Не сердитесь на меня, моя голубушка, что не написала до сих пор обещанной Вам статьи о выявлении фондов… если хватит сил, которые тают, то напишу.
[Москва, 16.01.48]
Диктую Вам это письмо, так как сама писать не могу: меня прочно уложила в постель серьезная болезнь сердца. Мне не позволяют ни читать, ни писать, ни тем более работать. Врачи хотели, чтобы я легла в какую-нибудь первоклассную больницу, но это оказалось неосуществимо. Разумеется, о съезде не могу и мечтать… Благодарю Вас за присылку приглашения на Вашу конференцию. Уверена, что она прошла удачно… Пришлите обещанные Вами указания насчет Трехзначных таблиц. Если я доживу до выздоровления, то займусь ими.
[Москва, 24.04.48]
Дорогая Вера Александровна!
Поздравляю Вас, Вашу семью и Ваш коллектив с праздником 1-го мая и шлю искренние пожелания всякого благополучия.
Давно не имела от Вас известий, а хотелось бы знать, над чем Вы работаете, что издаете. Вы знаете, как я интересуюсь всем, что Вас касается.
Мне наконец позволили встать с постели, но все еще не позволяют выходить на воздух — уже пятый месяц. Не могла Вам прислать новое издание моих Двухзначных таблиц для русского языка, потому что мне дали всего 5 авторских экз., а Словарь мой заморозила Книжная палата, что очень досадно во всех отношениях.

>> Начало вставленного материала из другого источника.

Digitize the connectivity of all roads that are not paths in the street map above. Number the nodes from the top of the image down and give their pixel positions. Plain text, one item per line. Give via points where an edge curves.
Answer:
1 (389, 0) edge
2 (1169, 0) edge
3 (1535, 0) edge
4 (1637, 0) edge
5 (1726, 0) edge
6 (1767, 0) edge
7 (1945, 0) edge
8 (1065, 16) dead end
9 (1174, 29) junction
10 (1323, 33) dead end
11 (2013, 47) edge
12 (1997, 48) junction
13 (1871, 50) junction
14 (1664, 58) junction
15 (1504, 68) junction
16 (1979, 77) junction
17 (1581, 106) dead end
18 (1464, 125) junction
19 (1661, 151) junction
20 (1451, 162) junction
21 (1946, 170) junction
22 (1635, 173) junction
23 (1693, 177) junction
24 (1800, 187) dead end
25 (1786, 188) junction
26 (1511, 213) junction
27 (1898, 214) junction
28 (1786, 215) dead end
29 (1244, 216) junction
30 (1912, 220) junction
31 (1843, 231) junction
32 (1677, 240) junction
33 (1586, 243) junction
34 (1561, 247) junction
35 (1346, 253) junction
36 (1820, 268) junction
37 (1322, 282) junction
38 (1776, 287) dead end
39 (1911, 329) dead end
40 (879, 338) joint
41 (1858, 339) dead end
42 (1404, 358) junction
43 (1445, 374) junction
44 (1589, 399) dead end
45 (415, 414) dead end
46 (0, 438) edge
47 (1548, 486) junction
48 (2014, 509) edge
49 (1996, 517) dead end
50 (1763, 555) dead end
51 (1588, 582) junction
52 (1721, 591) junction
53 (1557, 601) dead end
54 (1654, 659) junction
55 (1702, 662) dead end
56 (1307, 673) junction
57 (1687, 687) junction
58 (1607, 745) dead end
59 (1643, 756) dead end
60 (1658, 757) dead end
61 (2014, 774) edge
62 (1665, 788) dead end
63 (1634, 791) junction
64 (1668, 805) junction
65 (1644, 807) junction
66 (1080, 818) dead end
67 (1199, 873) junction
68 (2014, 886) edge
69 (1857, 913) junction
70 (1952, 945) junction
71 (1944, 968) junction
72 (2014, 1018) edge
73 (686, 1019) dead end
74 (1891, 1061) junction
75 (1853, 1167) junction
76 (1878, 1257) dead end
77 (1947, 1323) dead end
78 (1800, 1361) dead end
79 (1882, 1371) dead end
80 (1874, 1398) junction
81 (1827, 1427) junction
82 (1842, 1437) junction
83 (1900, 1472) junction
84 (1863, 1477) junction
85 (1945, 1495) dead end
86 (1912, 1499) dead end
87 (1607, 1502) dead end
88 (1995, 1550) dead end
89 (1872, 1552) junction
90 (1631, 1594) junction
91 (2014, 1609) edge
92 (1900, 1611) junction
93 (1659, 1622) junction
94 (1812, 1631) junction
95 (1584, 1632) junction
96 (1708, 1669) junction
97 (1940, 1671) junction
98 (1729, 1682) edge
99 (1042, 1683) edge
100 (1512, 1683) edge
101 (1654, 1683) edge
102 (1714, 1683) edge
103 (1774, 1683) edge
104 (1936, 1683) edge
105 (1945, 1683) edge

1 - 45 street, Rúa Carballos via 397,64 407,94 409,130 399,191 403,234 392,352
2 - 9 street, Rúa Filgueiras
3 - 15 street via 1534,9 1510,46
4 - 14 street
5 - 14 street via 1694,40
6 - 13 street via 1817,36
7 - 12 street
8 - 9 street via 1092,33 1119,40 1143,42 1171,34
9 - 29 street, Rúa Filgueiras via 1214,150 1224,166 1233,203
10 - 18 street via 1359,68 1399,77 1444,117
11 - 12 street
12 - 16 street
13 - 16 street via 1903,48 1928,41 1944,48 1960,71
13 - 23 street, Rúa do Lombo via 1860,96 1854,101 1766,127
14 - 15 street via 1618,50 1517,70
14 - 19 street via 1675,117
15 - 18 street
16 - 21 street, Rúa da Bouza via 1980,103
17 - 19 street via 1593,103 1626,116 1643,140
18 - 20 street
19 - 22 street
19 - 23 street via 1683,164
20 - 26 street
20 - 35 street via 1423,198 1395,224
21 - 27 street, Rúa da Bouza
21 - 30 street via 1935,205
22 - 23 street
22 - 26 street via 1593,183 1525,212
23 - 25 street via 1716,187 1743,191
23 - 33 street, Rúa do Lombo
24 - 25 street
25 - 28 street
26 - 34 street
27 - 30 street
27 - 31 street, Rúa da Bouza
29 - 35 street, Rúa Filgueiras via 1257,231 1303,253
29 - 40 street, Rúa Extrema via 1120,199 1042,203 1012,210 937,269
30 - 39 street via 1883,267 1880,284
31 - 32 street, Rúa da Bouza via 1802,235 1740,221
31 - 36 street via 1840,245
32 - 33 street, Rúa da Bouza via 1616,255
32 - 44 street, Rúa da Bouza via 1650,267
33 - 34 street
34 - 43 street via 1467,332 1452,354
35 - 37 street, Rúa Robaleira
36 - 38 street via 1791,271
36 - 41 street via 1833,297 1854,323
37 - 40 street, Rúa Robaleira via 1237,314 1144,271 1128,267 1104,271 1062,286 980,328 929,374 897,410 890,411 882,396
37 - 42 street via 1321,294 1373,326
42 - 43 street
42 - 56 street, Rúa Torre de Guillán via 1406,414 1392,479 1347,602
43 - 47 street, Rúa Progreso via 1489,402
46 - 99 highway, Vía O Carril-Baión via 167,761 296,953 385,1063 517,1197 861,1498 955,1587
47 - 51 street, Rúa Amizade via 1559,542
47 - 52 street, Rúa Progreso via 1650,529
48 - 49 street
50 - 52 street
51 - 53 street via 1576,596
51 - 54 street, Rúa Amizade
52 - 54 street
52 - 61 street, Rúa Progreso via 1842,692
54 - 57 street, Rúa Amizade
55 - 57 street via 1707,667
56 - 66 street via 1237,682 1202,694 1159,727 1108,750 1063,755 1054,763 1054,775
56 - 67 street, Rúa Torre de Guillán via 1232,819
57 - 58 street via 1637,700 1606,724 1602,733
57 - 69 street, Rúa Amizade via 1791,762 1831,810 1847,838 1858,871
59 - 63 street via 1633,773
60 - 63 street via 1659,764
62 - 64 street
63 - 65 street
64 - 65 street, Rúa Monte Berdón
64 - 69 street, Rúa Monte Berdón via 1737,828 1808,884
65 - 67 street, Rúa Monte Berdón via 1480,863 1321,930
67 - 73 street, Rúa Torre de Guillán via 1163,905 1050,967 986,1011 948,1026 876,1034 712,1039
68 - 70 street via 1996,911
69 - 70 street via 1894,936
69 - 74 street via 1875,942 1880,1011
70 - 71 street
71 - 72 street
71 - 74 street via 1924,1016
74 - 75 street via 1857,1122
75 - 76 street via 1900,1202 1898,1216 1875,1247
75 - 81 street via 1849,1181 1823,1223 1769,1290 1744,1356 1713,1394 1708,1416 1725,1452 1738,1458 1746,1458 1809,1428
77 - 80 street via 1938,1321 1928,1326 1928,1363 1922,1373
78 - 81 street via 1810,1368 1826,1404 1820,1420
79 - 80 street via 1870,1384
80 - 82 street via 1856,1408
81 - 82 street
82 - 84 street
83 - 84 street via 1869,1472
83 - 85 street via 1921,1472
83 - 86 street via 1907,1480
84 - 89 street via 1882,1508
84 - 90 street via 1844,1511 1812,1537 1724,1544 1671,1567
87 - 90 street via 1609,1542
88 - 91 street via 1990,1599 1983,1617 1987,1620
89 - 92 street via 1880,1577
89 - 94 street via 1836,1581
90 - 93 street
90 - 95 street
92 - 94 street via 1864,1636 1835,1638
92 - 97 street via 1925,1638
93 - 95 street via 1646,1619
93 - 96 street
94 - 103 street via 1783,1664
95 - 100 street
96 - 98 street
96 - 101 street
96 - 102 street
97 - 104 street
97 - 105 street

Врачи велят летом ехать в хороший подмосковный санаторий, но удастся ли попасть — вопрос. А у Вас какие планы? Не забывайте меня.
[19.05.48]
Дорогая моя Другинюшка!
Скучаю без Ваших писем — хочется знать что Вы поделываете… У меня с сердцем все еще не ладно — не знаю, удастся ли получить путевку в Болшево, о чем для меня ходатайствует Комитет, пока ответ еще не получен. Ю.В. [Григорьев] приезжал мне сказать, что мне присвоили степень доктора и это оформляется…
[Москва, 28.09.48]
Дорогая Вера Александровна, шлю Вам сердечные поздравления и наилучшие пожелания. Над чем Вы сейчас работаете? Как двигается постройка здания? Как поживает Ваша семья? Не собираетесь ли Вы в Москву? Я все не выхожу из дома — то одно, то другое заболевание держит меня на привязи, однако понемногу диктую работы — взялась за историю наших первых библиотечных курсов; статья «Два разогнанных съезда» принята в «Библиотекарь».
Очень соскучилась по Вас и по Вашим письмам. Издаете ли новый сборник? Помните, что я интересуюсь всем, что к Вам относится.